Responding in a statement, Congresswoman Becca Balint (D-Vt.) said: "Republicans, we need you to speak up now. This is a national security nightmare. Democrats have been trying for weeks to get TSA funded. The votes to get that done have been there since before the shutdown began. ICE has continued to have access to a massive slush fund throughout this entire shutdown, which is why they're so readily available. Stop trying to tie additional funding for ICE to funding the rest of DHS."
"Trump's paramilitary army of ICE agents does not belong in our airports and is not properly trained to do this work," added Balint. "I ask my Republican colleagues: Stop submitting to the whims of this out-of-control president. You are risking national security by your silence and complicity. YOU can put an end to this. Say something. Fund TSA. For the sake of our country, show some damn courage!"

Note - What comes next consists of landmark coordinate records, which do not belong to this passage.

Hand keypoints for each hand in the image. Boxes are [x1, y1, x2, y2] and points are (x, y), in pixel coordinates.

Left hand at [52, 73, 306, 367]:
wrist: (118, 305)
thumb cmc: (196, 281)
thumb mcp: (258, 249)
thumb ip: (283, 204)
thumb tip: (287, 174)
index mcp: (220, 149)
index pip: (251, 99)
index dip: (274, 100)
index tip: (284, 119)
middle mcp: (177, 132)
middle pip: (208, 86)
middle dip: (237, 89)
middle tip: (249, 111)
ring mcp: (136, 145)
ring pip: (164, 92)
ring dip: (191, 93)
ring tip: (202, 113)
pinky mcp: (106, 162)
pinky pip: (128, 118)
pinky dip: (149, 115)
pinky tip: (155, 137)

Apparently undeterred, Trump added Sunday that "on Monday, ICE will be going to airports to help our wonderful TSA Agents who have stayed on the job despite the fact that the Radical Left Democrats, who are only focused on protecting hard line criminals who have entered our Country illegally, are endangering the USA by holding back the money that was long ago agreed to with signed and sealed contracts, and all. But watch, no matter how great a job ICE does, the Lunatics leading the incompetent Dems will be highly critical of their work. THEY WILL DO A FANTASTIC JOB. The great Tom Homan is in charge!!!"
AFGE's Kelley said in a Sunday statement that "ICE agents are not trained or certified in aviation security. TSA officers spend months learning to detect explosives, weapons, and threats specifically designed to evade detection at checkpoints—skills that require specialized instruction, hands-on practice, and ongoing recertification. You cannot improvise that. Putting untrained personnel at security checkpoints does not fill a gap. It creates one."

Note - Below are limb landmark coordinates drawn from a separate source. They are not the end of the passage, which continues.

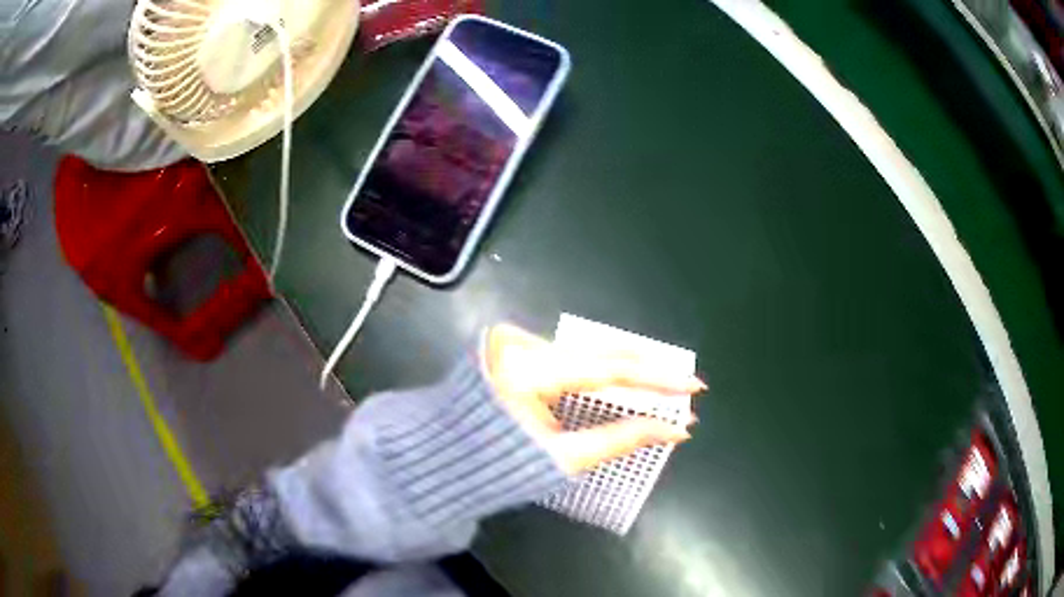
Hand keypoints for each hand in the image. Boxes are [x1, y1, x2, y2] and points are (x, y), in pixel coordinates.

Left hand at [483, 324, 705, 474]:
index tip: (692, 387)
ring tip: (664, 383)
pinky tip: (625, 379)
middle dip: (646, 371)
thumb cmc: (498, 465)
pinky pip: (569, 355)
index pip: (604, 370)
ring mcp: (513, 339)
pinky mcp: (512, 344)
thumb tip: (674, 430)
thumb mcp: (561, 458)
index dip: (654, 380)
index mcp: (523, 371)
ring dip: (625, 370)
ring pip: (585, 353)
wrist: (442, 456)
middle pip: (599, 354)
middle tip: (686, 384)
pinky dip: (598, 369)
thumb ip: (620, 440)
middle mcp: (518, 344)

"Our members at TSA have been showing up every day, without a paycheck, because they believe in the mission of keeping the flying public safe. They deserve to be paid, not replaced by untrained, armed agents who have shown how dangerous they can be," he added. "Congress has the power to fund TSA today. It's time for them to stop playing politics and do their jobs."
This article has been updated with additional comments from President Donald Trump and AFGE national president Everett Kelley.